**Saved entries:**
------------------------------------------------
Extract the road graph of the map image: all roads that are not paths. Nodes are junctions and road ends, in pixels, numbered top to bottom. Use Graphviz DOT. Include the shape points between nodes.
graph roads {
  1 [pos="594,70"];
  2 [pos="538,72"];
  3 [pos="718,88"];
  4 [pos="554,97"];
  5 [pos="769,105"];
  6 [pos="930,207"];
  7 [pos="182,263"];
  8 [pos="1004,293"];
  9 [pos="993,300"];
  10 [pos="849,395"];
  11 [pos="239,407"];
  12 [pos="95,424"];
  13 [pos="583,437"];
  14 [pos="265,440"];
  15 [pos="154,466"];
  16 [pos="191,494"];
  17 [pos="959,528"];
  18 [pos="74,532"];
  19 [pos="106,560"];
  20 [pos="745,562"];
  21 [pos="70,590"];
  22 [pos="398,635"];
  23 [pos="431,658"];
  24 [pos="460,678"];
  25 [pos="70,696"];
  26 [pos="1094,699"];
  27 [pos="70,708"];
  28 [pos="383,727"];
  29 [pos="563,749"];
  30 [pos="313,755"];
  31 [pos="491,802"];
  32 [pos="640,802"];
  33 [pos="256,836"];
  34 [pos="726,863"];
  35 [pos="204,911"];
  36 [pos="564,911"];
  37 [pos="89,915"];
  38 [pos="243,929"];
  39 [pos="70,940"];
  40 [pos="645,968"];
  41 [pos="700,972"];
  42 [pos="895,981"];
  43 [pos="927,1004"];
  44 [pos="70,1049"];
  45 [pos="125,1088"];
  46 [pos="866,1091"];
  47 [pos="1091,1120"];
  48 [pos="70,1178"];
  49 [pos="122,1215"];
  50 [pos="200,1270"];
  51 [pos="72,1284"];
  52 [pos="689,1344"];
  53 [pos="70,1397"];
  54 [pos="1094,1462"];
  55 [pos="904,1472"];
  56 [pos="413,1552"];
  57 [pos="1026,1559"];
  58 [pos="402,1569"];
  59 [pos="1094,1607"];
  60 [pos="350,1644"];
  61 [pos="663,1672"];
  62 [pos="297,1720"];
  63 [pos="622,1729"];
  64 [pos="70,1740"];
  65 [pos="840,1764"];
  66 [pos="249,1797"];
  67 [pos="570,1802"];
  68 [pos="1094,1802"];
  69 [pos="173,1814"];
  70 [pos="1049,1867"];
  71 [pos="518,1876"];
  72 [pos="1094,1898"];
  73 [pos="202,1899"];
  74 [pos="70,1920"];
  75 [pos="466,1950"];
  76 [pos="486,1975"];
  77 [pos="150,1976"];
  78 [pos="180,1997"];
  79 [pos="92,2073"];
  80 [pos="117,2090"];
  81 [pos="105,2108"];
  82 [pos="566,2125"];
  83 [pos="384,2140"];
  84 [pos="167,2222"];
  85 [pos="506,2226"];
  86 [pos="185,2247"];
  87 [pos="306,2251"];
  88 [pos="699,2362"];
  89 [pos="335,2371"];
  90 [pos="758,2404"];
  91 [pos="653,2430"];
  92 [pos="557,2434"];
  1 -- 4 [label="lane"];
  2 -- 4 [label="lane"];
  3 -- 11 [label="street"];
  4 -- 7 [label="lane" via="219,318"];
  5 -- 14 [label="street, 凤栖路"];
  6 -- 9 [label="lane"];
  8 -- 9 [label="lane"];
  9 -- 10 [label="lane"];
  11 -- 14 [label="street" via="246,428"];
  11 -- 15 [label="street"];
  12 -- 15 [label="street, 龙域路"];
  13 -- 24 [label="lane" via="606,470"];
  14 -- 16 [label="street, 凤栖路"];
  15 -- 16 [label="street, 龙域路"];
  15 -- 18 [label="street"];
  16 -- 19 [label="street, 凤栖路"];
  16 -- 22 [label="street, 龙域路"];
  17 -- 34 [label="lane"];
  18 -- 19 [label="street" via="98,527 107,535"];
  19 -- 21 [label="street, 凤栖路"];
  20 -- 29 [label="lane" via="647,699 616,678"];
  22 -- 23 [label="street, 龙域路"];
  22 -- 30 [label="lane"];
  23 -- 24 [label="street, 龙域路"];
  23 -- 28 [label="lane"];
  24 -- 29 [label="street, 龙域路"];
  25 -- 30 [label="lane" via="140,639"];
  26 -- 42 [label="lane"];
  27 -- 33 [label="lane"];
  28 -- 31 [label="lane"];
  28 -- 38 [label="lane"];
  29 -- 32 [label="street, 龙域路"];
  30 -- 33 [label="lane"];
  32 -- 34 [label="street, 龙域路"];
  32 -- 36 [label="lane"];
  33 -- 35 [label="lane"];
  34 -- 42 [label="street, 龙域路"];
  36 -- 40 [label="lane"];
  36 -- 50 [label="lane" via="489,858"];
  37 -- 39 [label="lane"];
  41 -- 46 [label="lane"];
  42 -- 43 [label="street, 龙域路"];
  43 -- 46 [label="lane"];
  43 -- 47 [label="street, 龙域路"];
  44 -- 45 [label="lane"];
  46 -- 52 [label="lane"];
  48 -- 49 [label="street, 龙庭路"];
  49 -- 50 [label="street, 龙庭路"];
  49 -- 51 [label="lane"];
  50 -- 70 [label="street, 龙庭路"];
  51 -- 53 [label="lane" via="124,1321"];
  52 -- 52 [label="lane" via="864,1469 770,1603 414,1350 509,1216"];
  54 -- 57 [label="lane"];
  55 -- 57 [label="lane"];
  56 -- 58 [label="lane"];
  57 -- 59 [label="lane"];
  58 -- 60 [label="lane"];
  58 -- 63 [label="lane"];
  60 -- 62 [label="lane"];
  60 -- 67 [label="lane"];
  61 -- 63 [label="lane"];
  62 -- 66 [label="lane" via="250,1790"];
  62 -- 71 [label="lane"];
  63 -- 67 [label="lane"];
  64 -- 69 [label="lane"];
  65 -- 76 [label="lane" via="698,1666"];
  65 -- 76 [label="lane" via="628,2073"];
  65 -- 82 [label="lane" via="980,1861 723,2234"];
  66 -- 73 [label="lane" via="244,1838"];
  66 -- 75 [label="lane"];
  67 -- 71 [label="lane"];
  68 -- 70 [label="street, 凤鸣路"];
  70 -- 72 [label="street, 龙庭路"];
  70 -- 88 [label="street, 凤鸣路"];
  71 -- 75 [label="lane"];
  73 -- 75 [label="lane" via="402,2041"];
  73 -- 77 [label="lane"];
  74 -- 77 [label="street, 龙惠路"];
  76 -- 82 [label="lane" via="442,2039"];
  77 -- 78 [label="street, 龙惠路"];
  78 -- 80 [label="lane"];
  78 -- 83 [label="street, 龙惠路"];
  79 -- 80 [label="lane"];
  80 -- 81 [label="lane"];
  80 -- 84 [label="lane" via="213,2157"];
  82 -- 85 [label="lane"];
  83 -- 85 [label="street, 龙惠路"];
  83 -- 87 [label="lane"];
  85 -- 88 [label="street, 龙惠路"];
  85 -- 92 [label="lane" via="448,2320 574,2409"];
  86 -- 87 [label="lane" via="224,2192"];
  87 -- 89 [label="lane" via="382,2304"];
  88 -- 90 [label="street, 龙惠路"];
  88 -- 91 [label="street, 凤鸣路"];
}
------------------------------------------------
**Task goal:** Copy out every entry above exactly.

**Solution for this task:**
Extract the road graph of the map image: all roads that are not paths. Nodes are junctions and road ends, in pixels, numbered top to bottom. Use Graphviz DOT. Include the shape points between nodes.
graph roads {
  1 [pos="594,70"];
  2 [pos="538,72"];
  3 [pos="718,88"];
  4 [pos="554,97"];
  5 [pos="769,105"];
  6 [pos="930,207"];
  7 [pos="182,263"];
  8 [pos="1004,293"];
  9 [pos="993,300"];
  10 [pos="849,395"];
  11 [pos="239,407"];
  12 [pos="95,424"];
  13 [pos="583,437"];
  14 [pos="265,440"];
  15 [pos="154,466"];
  16 [pos="191,494"];
  17 [pos="959,528"];
  18 [pos="74,532"];
  19 [pos="106,560"];
  20 [pos="745,562"];
  21 [pos="70,590"];
  22 [pos="398,635"];
  23 [pos="431,658"];
  24 [pos="460,678"];
  25 [pos="70,696"];
  26 [pos="1094,699"];
  27 [pos="70,708"];
  28 [pos="383,727"];
  29 [pos="563,749"];
  30 [pos="313,755"];
  31 [pos="491,802"];
  32 [pos="640,802"];
  33 [pos="256,836"];
  34 [pos="726,863"];
  35 [pos="204,911"];
  36 [pos="564,911"];
  37 [pos="89,915"];
  38 [pos="243,929"];
  39 [pos="70,940"];
  40 [pos="645,968"];
  41 [pos="700,972"];
  42 [pos="895,981"];
  43 [pos="927,1004"];
  44 [pos="70,1049"];
  45 [pos="125,1088"];
  46 [pos="866,1091"];
  47 [pos="1091,1120"];
  48 [pos="70,1178"];
  49 [pos="122,1215"];
  50 [pos="200,1270"];
  51 [pos="72,1284"];
  52 [pos="689,1344"];
  53 [pos="70,1397"];
  54 [pos="1094,1462"];
  55 [pos="904,1472"];
  56 [pos="413,1552"];
  57 [pos="1026,1559"];
  58 [pos="402,1569"];
  59 [pos="1094,1607"];
  60 [pos="350,1644"];
  61 [pos="663,1672"];
  62 [pos="297,1720"];
  63 [pos="622,1729"];
  64 [pos="70,1740"];
  65 [pos="840,1764"];
  66 [pos="249,1797"];
  67 [pos="570,1802"];
  68 [pos="1094,1802"];
  69 [pos="173,1814"];
  70 [pos="1049,1867"];
  71 [pos="518,1876"];
  72 [pos="1094,1898"];
  73 [pos="202,1899"];
  74 [pos="70,1920"];
  75 [pos="466,1950"];
  76 [pos="486,1975"];
  77 [pos="150,1976"];
  78 [pos="180,1997"];
  79 [pos="92,2073"];
  80 [pos="117,2090"];
  81 [pos="105,2108"];
  82 [pos="566,2125"];
  83 [pos="384,2140"];
  84 [pos="167,2222"];
  85 [pos="506,2226"];
  86 [pos="185,2247"];
  87 [pos="306,2251"];
  88 [pos="699,2362"];
  89 [pos="335,2371"];
  90 [pos="758,2404"];
  91 [pos="653,2430"];
  92 [pos="557,2434"];
  1 -- 4 [label="lane"];
  2 -- 4 [label="lane"];
  3 -- 11 [label="street"];
  4 -- 7 [label="lane" via="219,318"];
  5 -- 14 [label="street, 凤栖路"];
  6 -- 9 [label="lane"];
  8 -- 9 [label="lane"];
  9 -- 10 [label="lane"];
  11 -- 14 [label="street" via="246,428"];
  11 -- 15 [label="street"];
  12 -- 15 [label="street, 龙域路"];
  13 -- 24 [label="lane" via="606,470"];
  14 -- 16 [label="street, 凤栖路"];
  15 -- 16 [label="street, 龙域路"];
  15 -- 18 [label="street"];
  16 -- 19 [label="street, 凤栖路"];
  16 -- 22 [label="street, 龙域路"];
  17 -- 34 [label="lane"];
  18 -- 19 [label="street" via="98,527 107,535"];
  19 -- 21 [label="street, 凤栖路"];
  20 -- 29 [label="lane" via="647,699 616,678"];
  22 -- 23 [label="street, 龙域路"];
  22 -- 30 [label="lane"];
  23 -- 24 [label="street, 龙域路"];
  23 -- 28 [label="lane"];
  24 -- 29 [label="street, 龙域路"];
  25 -- 30 [label="lane" via="140,639"];
  26 -- 42 [label="lane"];
  27 -- 33 [label="lane"];
  28 -- 31 [label="lane"];
  28 -- 38 [label="lane"];
  29 -- 32 [label="street, 龙域路"];
  30 -- 33 [label="lane"];
  32 -- 34 [label="street, 龙域路"];
  32 -- 36 [label="lane"];
  33 -- 35 [label="lane"];
  34 -- 42 [label="street, 龙域路"];
  36 -- 40 [label="lane"];
  36 -- 50 [label="lane" via="489,858"];
  37 -- 39 [label="lane"];
  41 -- 46 [label="lane"];
  42 -- 43 [label="street, 龙域路"];
  43 -- 46 [label="lane"];
  43 -- 47 [label="street, 龙域路"];
  44 -- 45 [label="lane"];
  46 -- 52 [label="lane"];
  48 -- 49 [label="street, 龙庭路"];
  49 -- 50 [label="street, 龙庭路"];
  49 -- 51 [label="lane"];
  50 -- 70 [label="street, 龙庭路"];
  51 -- 53 [label="lane" via="124,1321"];
  52 -- 52 [label="lane" via="864,1469 770,1603 414,1350 509,1216"];
  54 -- 57 [label="lane"];
  55 -- 57 [label="lane"];
  56 -- 58 [label="lane"];
  57 -- 59 [label="lane"];
  58 -- 60 [label="lane"];
  58 -- 63 [label="lane"];
  60 -- 62 [label="lane"];
  60 -- 67 [label="lane"];
  61 -- 63 [label="lane"];
  62 -- 66 [label="lane" via="250,1790"];
  62 -- 71 [label="lane"];
  63 -- 67 [label="lane"];
  64 -- 69 [label="lane"];
  65 -- 76 [label="lane" via="698,1666"];
  65 -- 76 [label="lane" via="628,2073"];
  65 -- 82 [label="lane" via="980,1861 723,2234"];
  66 -- 73 [label="lane" via="244,1838"];
  66 -- 75 [label="lane"];
  67 -- 71 [label="lane"];
  68 -- 70 [label="street, 凤鸣路"];
  70 -- 72 [label="street, 龙庭路"];
  70 -- 88 [label="street, 凤鸣路"];
  71 -- 75 [label="lane"];
  73 -- 75 [label="lane" via="402,2041"];
  73 -- 77 [label="lane"];
  74 -- 77 [label="street, 龙惠路"];
  76 -- 82 [label="lane" via="442,2039"];
  77 -- 78 [label="street, 龙惠路"];
  78 -- 80 [label="lane"];
  78 -- 83 [label="street, 龙惠路"];
  79 -- 80 [label="lane"];
  80 -- 81 [label="lane"];
  80 -- 84 [label="lane" via="213,2157"];
  82 -- 85 [label="lane"];
  83 -- 85 [label="street, 龙惠路"];
  83 -- 87 [label="lane"];
  85 -- 88 [label="street, 龙惠路"];
  85 -- 92 [label="lane" via="448,2320 574,2409"];
  86 -- 87 [label="lane" via="224,2192"];
  87 -- 89 [label="lane" via="382,2304"];
  88 -- 90 [label="street, 龙惠路"];
  88 -- 91 [label="street, 凤鸣路"];
}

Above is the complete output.